**Your assignment**
For this exercise, output the line holding "Turn all roads" and all subsequent lines of the entries below, unchanged, up to and including the last.

**Data for this exercise**
########################################
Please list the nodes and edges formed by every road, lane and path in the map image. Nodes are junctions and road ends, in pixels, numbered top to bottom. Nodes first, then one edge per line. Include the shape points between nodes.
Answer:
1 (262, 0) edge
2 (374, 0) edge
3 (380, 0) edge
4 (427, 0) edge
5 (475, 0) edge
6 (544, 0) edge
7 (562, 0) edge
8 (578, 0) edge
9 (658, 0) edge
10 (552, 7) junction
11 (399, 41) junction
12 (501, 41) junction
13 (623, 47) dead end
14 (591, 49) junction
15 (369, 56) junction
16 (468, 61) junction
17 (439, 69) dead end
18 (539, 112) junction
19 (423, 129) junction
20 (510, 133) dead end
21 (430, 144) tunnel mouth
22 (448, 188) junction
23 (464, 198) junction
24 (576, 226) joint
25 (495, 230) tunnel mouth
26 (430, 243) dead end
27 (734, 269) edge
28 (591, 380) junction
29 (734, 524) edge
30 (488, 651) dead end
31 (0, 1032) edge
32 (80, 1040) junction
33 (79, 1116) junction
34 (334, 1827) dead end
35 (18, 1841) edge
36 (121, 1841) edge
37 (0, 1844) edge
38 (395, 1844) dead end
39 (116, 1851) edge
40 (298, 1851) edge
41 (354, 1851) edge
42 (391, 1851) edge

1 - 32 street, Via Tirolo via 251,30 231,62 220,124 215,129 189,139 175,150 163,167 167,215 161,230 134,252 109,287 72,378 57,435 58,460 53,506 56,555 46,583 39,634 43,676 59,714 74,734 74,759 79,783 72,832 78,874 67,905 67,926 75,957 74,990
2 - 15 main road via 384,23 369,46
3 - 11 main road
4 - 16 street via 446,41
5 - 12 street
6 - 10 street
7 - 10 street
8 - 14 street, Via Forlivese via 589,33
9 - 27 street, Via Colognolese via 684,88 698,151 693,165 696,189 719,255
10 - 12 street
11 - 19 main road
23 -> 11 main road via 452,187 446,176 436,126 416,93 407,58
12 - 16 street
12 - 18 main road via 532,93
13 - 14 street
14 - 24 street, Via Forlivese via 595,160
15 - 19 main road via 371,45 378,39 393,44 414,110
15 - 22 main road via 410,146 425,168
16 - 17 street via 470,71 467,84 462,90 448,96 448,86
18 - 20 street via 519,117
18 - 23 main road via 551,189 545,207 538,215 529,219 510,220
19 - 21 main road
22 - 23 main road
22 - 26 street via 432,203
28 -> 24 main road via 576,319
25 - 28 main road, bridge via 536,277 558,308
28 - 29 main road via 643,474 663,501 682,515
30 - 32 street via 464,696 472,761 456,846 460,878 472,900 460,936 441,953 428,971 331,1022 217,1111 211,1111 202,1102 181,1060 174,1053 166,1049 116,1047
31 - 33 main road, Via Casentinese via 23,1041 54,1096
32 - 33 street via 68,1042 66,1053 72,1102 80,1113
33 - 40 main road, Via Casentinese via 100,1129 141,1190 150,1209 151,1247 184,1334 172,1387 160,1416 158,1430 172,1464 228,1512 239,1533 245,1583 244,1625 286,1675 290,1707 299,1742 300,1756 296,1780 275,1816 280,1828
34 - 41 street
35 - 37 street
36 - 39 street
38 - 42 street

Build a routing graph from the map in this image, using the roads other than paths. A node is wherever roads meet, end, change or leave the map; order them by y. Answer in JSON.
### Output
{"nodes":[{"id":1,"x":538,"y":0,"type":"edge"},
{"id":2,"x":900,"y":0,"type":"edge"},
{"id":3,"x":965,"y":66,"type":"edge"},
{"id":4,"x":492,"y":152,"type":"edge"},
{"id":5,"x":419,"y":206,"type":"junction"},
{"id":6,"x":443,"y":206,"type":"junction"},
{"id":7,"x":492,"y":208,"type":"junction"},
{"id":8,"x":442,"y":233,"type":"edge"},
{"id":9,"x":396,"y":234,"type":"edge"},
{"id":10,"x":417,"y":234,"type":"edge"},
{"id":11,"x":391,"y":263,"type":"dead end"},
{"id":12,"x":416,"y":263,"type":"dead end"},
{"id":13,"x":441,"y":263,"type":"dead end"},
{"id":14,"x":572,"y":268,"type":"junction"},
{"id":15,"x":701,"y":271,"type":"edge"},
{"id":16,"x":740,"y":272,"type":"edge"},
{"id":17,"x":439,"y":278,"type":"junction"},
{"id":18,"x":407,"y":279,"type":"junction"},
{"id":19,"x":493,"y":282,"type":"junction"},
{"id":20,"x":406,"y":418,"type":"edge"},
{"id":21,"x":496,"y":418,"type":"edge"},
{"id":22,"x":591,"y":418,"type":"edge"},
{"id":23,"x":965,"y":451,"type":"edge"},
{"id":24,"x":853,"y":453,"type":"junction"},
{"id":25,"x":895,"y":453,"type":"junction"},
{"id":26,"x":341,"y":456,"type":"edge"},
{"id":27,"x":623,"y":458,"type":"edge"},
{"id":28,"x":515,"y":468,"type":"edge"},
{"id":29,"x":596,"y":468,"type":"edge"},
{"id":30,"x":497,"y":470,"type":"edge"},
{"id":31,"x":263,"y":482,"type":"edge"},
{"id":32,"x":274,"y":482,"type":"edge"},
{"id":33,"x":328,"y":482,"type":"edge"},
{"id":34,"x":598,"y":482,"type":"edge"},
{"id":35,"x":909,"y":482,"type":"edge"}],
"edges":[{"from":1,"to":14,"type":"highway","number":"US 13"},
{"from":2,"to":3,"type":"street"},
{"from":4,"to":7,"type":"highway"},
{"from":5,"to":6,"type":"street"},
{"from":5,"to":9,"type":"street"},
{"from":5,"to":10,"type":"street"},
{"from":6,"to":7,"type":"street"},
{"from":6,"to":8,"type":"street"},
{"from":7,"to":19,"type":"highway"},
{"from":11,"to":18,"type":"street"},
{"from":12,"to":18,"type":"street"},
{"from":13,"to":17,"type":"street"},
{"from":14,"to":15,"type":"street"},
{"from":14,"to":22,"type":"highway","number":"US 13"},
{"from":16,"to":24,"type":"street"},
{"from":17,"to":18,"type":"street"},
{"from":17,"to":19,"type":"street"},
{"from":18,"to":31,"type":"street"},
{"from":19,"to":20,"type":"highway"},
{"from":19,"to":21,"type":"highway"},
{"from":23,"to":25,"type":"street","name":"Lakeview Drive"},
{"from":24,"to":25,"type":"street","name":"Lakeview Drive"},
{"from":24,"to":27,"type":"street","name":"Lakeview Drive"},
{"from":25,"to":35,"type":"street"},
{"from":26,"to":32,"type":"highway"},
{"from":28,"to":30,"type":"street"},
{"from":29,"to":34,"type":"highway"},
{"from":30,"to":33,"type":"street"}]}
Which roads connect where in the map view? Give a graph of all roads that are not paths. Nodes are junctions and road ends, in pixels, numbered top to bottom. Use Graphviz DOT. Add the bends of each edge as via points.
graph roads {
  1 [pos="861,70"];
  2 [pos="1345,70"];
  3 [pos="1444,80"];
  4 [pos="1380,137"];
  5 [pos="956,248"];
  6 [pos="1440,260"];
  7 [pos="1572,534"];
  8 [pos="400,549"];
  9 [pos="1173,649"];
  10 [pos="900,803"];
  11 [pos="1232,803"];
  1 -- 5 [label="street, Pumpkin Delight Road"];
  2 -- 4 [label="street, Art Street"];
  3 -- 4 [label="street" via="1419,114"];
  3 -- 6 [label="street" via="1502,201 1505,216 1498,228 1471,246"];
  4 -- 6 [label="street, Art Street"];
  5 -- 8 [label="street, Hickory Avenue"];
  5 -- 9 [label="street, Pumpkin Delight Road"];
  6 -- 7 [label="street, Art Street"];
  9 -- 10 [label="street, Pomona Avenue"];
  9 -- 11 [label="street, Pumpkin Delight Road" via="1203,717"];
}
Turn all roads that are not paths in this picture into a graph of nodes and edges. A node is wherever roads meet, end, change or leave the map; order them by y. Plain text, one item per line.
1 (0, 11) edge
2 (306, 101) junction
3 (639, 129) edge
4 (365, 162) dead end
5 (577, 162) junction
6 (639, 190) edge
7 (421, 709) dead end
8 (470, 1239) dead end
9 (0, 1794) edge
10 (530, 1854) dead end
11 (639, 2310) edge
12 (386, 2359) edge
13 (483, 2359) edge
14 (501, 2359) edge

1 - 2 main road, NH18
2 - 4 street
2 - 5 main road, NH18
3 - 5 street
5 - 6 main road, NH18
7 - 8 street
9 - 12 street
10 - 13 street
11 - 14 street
########################################
**Task output**
Turn all roads that are not paths in this picture into a graph of nodes and edges. A node is wherever roads meet, end, change or leave the map; order them by y. Plain text, one item per line.
1 (0, 11) edge
2 (306, 101) junction
3 (639, 129) edge
4 (365, 162) dead end
5 (577, 162) junction
6 (639, 190) edge
7 (421, 709) dead end
8 (470, 1239) dead end
9 (0, 1794) edge
10 (530, 1854) dead end
11 (639, 2310) edge
12 (386, 2359) edge
13 (483, 2359) edge
14 (501, 2359) edge

1 - 2 main road, NH18
2 - 4 street
2 - 5 main road, NH18
3 - 5 street
5 - 6 main road, NH18
7 - 8 street
9 - 12 street
10 - 13 street
11 - 14 street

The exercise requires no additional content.